駐車場のうち、事業協力者2名について計2台分を、駐車場管理運営規則の規定にかかわらず、それぞれの駐車場として駐車場使用契約を締結の上、使用させるものとする。但し、事業協力者がその所有する専有部分を第三者に譲渡もしくは賃貸した場合、その駐車場使用契約は効力を失うものとする。
事業協力者とは、一般的には元地主です。土地を提供して、その代わりにマンションの部屋をもらうことになります。
分譲会社からみれば、地主は土地を提供していただける大事なお客様です。
そのため、事業協力者に特別な配慮をすることは珍しくありません。
先程の容認事項からは、地主2名が土地を提供して建てられたマンションであることが推測できます。
そして、2台分の駐車場を優先的に使用できる権利を持っていること、その権利は一代限りのものであることも分かります。
対象敷地のうち、北側隣接地に接する一部を隣地居住者が通路として使用できること。また、排水管等が埋設されており、当該家屋が存続する限り居住者が継続使用できること。
住宅地の中で大きなマンションを建築する際、隣近所との関係性はとても大切です。
本来であれば埋設管などもキレイに整理して建設すべきでしょうが、やむを得ない事情により近隣に配慮して建設したことが分かります。

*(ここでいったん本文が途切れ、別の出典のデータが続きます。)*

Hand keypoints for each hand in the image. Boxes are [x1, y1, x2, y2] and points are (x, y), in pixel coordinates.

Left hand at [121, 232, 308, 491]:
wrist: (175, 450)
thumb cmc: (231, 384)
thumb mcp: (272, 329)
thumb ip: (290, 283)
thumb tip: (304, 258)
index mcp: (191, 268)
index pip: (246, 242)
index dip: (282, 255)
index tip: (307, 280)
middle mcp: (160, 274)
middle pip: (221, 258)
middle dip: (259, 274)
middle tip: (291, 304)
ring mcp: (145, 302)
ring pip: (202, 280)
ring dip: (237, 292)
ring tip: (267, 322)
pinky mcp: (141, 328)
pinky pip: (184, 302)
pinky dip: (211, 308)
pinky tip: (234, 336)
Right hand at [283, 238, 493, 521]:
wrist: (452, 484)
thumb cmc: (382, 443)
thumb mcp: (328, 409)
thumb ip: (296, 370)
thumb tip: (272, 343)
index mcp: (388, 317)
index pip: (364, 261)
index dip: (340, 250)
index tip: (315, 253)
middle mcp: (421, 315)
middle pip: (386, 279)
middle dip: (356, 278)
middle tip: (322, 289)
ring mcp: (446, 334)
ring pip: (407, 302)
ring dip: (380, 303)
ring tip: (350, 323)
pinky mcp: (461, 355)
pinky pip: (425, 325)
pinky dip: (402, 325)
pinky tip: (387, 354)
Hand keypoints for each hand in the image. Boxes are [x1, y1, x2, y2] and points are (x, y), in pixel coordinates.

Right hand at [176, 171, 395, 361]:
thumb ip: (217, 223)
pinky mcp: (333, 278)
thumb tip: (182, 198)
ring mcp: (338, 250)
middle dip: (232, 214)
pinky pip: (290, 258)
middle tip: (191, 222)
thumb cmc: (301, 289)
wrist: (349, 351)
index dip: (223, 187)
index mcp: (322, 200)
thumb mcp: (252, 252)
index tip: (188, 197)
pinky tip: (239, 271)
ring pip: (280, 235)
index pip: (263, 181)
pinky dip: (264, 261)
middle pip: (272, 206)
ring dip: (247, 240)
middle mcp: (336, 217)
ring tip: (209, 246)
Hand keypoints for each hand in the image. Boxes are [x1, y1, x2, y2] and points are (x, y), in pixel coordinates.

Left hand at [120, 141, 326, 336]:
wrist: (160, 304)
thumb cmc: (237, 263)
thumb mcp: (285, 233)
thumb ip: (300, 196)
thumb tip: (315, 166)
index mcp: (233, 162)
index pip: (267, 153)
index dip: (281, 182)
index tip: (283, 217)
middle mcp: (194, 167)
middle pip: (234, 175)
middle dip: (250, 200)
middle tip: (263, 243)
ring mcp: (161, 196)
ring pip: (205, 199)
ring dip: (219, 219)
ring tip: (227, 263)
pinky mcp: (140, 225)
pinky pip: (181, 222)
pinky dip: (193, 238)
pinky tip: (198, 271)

対象物件の東側近隣住民のプライバシー保護のため、●号室、●号室の東側の窓の一部はワイヤー入り型板ガラスとして、さらにその外側に同素材の目隠しスクリーンを設置すること。また、将来これらを変更することができない。
プライバシー保護の観点から窓の仕様や目隠しをすることが決められていることは珍しいことではありません。

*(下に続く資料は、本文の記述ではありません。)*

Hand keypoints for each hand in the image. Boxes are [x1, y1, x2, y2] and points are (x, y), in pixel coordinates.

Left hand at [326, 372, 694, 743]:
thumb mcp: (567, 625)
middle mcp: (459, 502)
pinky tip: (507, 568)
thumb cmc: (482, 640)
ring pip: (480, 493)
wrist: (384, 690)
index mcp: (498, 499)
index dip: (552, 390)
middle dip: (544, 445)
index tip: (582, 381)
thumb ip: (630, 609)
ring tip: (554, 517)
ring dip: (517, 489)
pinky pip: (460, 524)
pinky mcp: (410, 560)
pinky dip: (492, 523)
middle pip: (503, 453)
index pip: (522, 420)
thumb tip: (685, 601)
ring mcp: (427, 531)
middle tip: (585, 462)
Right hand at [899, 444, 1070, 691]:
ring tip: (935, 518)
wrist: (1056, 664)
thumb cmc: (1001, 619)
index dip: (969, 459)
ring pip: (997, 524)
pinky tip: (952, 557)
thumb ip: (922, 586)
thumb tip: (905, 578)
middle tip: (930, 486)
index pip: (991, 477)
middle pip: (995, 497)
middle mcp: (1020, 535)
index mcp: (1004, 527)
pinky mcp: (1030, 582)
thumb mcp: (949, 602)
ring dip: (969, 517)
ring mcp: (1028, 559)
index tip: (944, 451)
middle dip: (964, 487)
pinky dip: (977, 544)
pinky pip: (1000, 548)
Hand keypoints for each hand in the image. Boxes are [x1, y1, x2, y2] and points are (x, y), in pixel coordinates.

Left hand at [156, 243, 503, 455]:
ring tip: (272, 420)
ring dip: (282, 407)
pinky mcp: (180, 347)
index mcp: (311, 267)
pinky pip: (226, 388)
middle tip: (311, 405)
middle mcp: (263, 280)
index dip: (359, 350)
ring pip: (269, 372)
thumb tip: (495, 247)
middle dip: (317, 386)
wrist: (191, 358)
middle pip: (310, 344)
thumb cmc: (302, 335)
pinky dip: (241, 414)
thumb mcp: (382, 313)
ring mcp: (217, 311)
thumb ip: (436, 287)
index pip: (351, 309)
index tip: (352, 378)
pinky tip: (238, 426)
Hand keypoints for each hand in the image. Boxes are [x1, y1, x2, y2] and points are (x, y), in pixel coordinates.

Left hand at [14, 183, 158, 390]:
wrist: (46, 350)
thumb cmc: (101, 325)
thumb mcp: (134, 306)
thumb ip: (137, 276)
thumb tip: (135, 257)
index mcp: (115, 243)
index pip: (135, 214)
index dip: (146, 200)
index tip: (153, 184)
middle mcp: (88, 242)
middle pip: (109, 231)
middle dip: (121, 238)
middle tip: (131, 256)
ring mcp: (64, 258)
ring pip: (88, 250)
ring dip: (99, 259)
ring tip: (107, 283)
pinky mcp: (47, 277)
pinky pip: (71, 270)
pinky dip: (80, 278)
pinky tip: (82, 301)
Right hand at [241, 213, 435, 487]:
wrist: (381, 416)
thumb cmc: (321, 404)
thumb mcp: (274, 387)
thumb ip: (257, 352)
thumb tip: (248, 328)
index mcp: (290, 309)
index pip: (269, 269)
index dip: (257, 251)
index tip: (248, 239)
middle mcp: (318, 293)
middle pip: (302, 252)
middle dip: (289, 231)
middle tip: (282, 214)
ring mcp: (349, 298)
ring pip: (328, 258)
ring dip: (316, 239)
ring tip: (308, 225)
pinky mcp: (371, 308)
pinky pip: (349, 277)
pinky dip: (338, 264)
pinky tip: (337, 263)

本物件建物のうち、隣接する2住戸を購入した場合、買主の要望により、建築基準法等関係法令に抵触しない範囲内で住戸間の界壁の一部に開口部を設け、2住戸を1住戸に変更する場合があること。
まれに、2住戸の室内が扉一枚隔てて繋がっていることがあります。
分譲時に2部屋を購入した人だけができる特別仕様ということですね。
ご紹介したものはほんの一部です。
管理規約はどのマンションも同じ、と決めつけずに最初から最後まで目を通してみてください。
購入時の参考になる記載が見つかるかもしれませんよ。